January 8, 2017
Ready to Listen
Therefore Eli said to Samuel, “Go, lie down; and it shall be, if He calls you, that you must say, ‘Speak, Lord, for Your servant hears.’” So Samuel went and lay down in his place. Now the Lord came and stood and called as at other times, “Samuel! Samuel!” And Samuel answered, “Speak, for Your servant hears”
(1 Samuel 3:9‑10).
As we seek God, we must keep ourselves open to God’s word. Like rich, fertile soil ready to receive the sower’s seed, our hearts must be receptive to the word which God intends to plant there. Although marvelous good things can come from God’s word in our hearts, this word can’t even take root in our hearts if they’re hard or unhearing. We must be ready to listen.
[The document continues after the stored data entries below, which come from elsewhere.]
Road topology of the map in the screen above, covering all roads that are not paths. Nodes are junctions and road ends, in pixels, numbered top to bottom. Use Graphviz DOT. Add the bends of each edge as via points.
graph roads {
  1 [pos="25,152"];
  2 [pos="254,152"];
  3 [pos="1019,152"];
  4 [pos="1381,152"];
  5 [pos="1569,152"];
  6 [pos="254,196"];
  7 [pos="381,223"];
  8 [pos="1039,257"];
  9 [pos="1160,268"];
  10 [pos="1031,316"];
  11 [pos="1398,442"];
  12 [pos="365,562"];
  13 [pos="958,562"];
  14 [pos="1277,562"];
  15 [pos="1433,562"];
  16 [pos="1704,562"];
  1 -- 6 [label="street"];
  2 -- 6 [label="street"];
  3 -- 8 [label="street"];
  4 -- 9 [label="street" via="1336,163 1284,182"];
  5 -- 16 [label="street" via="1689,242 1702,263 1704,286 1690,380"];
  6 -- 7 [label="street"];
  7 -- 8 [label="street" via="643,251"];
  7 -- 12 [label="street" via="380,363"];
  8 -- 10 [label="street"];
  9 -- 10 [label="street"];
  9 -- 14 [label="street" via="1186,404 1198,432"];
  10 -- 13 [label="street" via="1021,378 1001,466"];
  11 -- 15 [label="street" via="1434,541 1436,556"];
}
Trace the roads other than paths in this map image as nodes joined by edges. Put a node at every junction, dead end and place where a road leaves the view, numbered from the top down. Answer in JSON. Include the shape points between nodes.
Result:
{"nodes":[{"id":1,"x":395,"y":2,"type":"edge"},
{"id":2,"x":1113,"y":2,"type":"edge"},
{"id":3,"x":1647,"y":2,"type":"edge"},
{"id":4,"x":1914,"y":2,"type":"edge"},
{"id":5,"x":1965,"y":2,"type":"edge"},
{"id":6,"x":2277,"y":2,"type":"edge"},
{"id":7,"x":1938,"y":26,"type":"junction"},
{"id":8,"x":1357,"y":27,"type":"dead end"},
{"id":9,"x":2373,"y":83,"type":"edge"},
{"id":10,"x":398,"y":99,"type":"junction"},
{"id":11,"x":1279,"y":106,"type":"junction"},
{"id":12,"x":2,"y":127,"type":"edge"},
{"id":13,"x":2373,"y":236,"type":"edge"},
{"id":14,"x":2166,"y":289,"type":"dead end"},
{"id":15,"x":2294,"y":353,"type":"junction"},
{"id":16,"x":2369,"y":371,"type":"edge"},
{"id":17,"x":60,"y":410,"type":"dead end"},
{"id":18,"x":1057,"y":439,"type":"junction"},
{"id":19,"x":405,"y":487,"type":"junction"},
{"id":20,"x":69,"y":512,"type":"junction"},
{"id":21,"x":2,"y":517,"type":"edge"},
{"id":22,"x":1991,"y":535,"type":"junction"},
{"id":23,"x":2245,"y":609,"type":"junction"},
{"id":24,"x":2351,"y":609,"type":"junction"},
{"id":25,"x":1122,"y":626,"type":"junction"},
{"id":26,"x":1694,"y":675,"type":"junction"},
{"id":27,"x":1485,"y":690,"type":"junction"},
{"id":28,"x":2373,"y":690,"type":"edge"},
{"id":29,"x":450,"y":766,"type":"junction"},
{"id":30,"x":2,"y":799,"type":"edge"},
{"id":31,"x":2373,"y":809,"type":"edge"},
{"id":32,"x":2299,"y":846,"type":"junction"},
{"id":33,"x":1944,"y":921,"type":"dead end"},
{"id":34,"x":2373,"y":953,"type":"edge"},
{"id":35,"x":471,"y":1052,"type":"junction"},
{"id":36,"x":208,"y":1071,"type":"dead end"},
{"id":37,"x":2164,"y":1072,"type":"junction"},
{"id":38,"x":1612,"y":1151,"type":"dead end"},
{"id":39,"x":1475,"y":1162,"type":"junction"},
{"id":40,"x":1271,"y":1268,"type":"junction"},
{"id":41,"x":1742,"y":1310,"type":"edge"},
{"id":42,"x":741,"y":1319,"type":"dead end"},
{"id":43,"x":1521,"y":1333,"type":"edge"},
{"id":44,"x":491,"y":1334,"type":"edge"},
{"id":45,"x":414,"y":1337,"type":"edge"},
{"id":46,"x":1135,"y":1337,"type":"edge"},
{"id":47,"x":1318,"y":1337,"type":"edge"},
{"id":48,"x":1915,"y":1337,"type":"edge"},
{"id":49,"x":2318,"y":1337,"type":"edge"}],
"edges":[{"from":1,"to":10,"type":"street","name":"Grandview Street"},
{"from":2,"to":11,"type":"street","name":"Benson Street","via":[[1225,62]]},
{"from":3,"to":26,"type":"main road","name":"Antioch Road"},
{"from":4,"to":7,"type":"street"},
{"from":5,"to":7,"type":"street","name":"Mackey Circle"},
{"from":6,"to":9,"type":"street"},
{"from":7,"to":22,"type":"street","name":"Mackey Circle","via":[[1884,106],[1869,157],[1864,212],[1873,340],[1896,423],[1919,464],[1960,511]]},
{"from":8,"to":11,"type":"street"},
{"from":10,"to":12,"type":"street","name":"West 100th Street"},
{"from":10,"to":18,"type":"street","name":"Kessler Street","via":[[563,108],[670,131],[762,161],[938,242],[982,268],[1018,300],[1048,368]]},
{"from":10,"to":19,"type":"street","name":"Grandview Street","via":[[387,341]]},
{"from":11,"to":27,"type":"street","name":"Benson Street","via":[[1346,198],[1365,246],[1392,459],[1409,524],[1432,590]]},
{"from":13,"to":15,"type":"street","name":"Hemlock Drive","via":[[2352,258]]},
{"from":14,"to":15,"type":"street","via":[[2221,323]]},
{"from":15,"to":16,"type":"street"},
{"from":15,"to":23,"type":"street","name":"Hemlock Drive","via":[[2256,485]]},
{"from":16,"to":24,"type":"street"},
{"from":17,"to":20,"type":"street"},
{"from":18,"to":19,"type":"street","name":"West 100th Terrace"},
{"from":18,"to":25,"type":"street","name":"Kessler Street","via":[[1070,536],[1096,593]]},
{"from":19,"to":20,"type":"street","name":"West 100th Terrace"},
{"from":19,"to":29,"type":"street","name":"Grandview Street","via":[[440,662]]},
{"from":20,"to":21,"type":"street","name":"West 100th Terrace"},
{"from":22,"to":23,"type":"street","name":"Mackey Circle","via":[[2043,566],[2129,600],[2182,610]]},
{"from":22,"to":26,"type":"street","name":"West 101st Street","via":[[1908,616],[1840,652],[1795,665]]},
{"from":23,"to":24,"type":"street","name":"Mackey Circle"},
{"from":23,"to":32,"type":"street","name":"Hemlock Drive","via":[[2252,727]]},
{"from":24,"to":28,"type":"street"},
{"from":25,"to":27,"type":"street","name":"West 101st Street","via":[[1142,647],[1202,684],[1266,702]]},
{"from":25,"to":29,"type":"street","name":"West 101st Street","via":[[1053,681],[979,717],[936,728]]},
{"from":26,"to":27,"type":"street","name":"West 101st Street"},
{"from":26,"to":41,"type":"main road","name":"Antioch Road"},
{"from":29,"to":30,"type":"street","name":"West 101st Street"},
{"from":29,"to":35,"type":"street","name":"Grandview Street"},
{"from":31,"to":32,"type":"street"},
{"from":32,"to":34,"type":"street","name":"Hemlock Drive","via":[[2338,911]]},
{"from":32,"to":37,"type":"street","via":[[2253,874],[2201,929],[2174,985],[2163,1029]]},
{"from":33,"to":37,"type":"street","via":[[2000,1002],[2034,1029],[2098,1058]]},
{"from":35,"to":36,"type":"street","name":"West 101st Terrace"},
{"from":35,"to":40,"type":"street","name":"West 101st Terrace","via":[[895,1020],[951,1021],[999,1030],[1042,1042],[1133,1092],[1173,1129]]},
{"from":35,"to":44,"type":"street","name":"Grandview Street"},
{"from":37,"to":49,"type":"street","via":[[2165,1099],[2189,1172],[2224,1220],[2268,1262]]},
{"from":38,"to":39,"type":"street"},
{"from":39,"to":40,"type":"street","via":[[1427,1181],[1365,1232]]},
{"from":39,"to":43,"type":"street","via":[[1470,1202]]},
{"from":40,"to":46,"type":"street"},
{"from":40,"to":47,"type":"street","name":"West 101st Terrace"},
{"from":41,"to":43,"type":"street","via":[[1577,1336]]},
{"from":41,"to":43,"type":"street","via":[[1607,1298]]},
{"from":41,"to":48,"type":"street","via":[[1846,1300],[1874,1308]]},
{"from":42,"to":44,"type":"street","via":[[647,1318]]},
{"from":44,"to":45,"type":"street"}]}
To be ready to listen means that we are ready to receive whatever God wishes to say. Yet our hearing is often hindered by presupposition and prejudice. We already have fixed ideas about what God “must” say, and there are limits to what we’ll listen to, even from God. But if we limit ourselves to what we want to hear, not many of us will hear what we need to hear. It is critically important that we move past our personal preferences and allow God to say to us whatever God wills. After all, a servant is in no position to dictate to his master what instructions the master is allowed to give. As those who would serve God, we have not been asked to serve in “an advisory capacity.” It is our role (and our high privilege) to wait upon God’s word and do God’s bidding, whatever that might be. “Speak, Lord, for Your servant hears.”
The gift of language has been vouchsafed to us by God. But the gift was not given just so that we might speak; it was given that we might hear when our God speaks to us. Great issues hinge upon our choice in this matter. Readiness to listen is no accident of personality, randomly possessed by some people and not by others. It is a deliberate decision we make to open ourselves to God’s word. James encouraged us to do this: “Receive with meekness the implanted word, which is able to save your souls. But be doers of the word, and not hearers only, deceiving yourselves” (James 1:21‑22). If we can honestly say what Samuel said, “Speak, Lord, for Your servant hears,” then we have a maturity that can take us toward an even greater maturity in the things of God.
One of the highest and noblest functions of man’s mind is to listen to God’s Word, and so to read his mind and think his thoughts after him.